For replicability, I have the following sample df:
val df = sparkSession.createDataFrame(Seq(
(0, "apple"),
(1, "banana"),
(2, ""),
(1, "banana"),
(2, null)
)).toDF("id", "fruit")
Now, I wish to use the fruit column in some ML algorithms, so want to encode it as a vector. To do so, I first run a StringIndexer
transformation, and then run OneHotEncoder
on the output of that indexing, running the whole thing through a pipeline:
val indexer = new StringIndexer()
.setInputCol("fruit")
.setOutputCol("fruit_category")
.setHandleInvalid("keep")
val encoder = new OneHotEncoder()
.setInputCol("fruit_category")
.setOutputCol("fruit_vec")
// create pipleline
val transform_pipleline = new Pipeline().setStages(Array(indexer, encoder))
// run pipleline on DF to create model
val index_model = transform_pipleline.fit(df)
// use the model to actually transform a DF
val df2 = index_model.transform(df)
However, when do this, I get
Exception in thread "main" java.lang.IllegalArgumentException: requirement failed: Cannot have an empty string for name.

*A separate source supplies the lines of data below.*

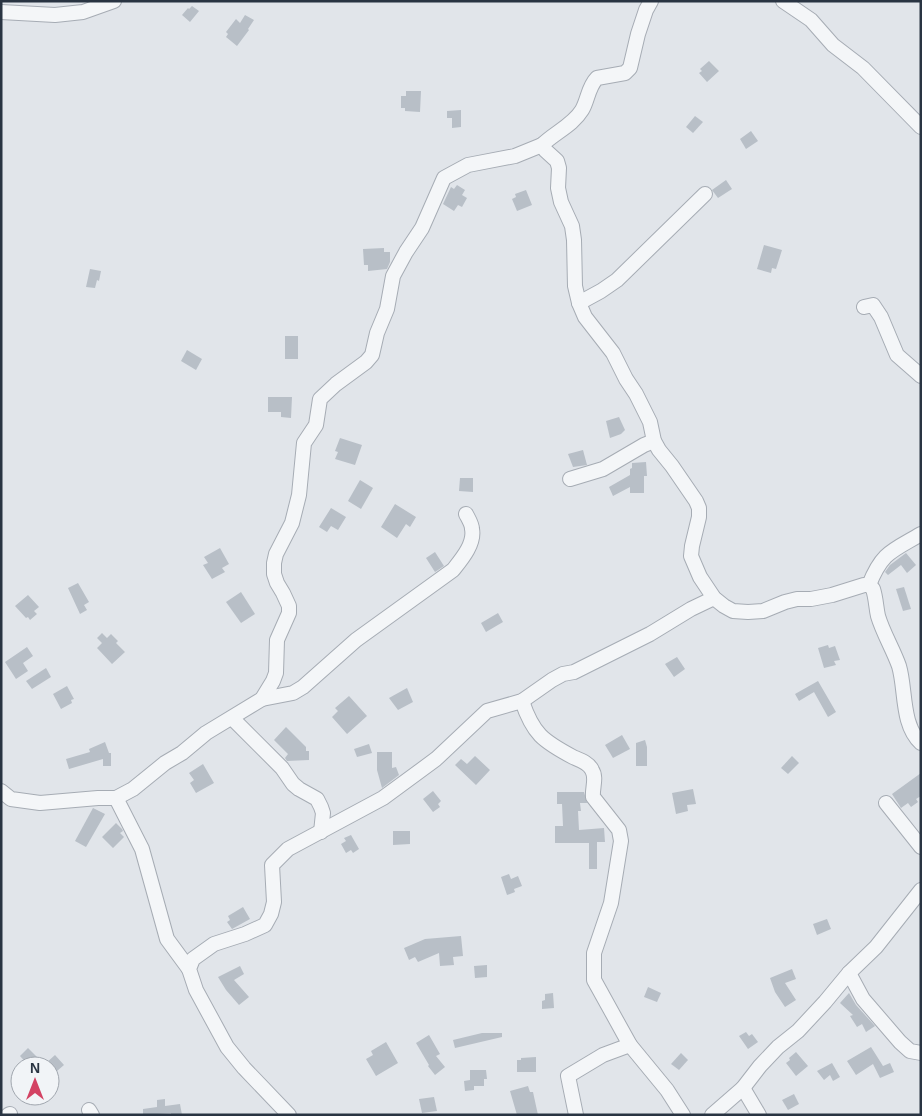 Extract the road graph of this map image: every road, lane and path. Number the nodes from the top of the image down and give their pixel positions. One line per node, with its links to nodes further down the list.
1 (114, 1): 4 (street)
2 (651, 1): 6 (street)
3 (783, 1): 5 (street)
4 (1, 12)
5 (921, 127)
6 (542, 145): 8 (street); 17 (street)
7 (705, 194): 8 (street)
8 (579, 303): 11 (street)
9 (864, 307): 10 (street)
10 (921, 376)
11 (654, 441): 12 (street); 16 (street)
12 (570, 479)
13 (466, 514): 17 (street)
14 (921, 534): 15 (street)
15 (869, 586): 16 (street); 20 (street)
16 (714, 598): 18 (street)
17 (262, 699): 19 (street)
18 (522, 702): 24 (street); 29 (street)
19 (232, 718): 22 (street); 24 (street)
20 (921, 744)
21 (1, 791): 22 (street)
22 (116, 798): 27 (street)
23 (886, 803): 25 (street)
24 (321, 832): 27 (street)
25 (921, 847)
26 (921, 890): 28 (street)
27 (189, 969): 32 (street)
28 (849, 973): 30 (street); 31 (street)
29 (630, 1045): 33 (street); 34 (street)
30 (921, 1054)
31 (743, 1088): 35 (street); 36 (street)
32 (282, 1113)
33 (576, 1115)
34 (683, 1115)
35 (712, 1115)
36 (759, 1115)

However, the column I am passing to OneHotEncoder
is the output of the StringIndexer
("fruit_category"), which has NO BLANK STRINGS, i.e.:
+---+------+--------------+
| id| fruit|fruit_category|
+---+------+--------------+
| 0| apple| 2.0|
| 1|banana| 0.0|
| 2| | 1.0|
| 1|banana| 0.0|
| 2| null| 3.0|
+---+------+--------------+
What is going on here? Is OneHotEncoder somehow using the original labels
retained by the StringIndexer
? I though I didn't need to remove any blank strings since the indexer indexed those as doubles?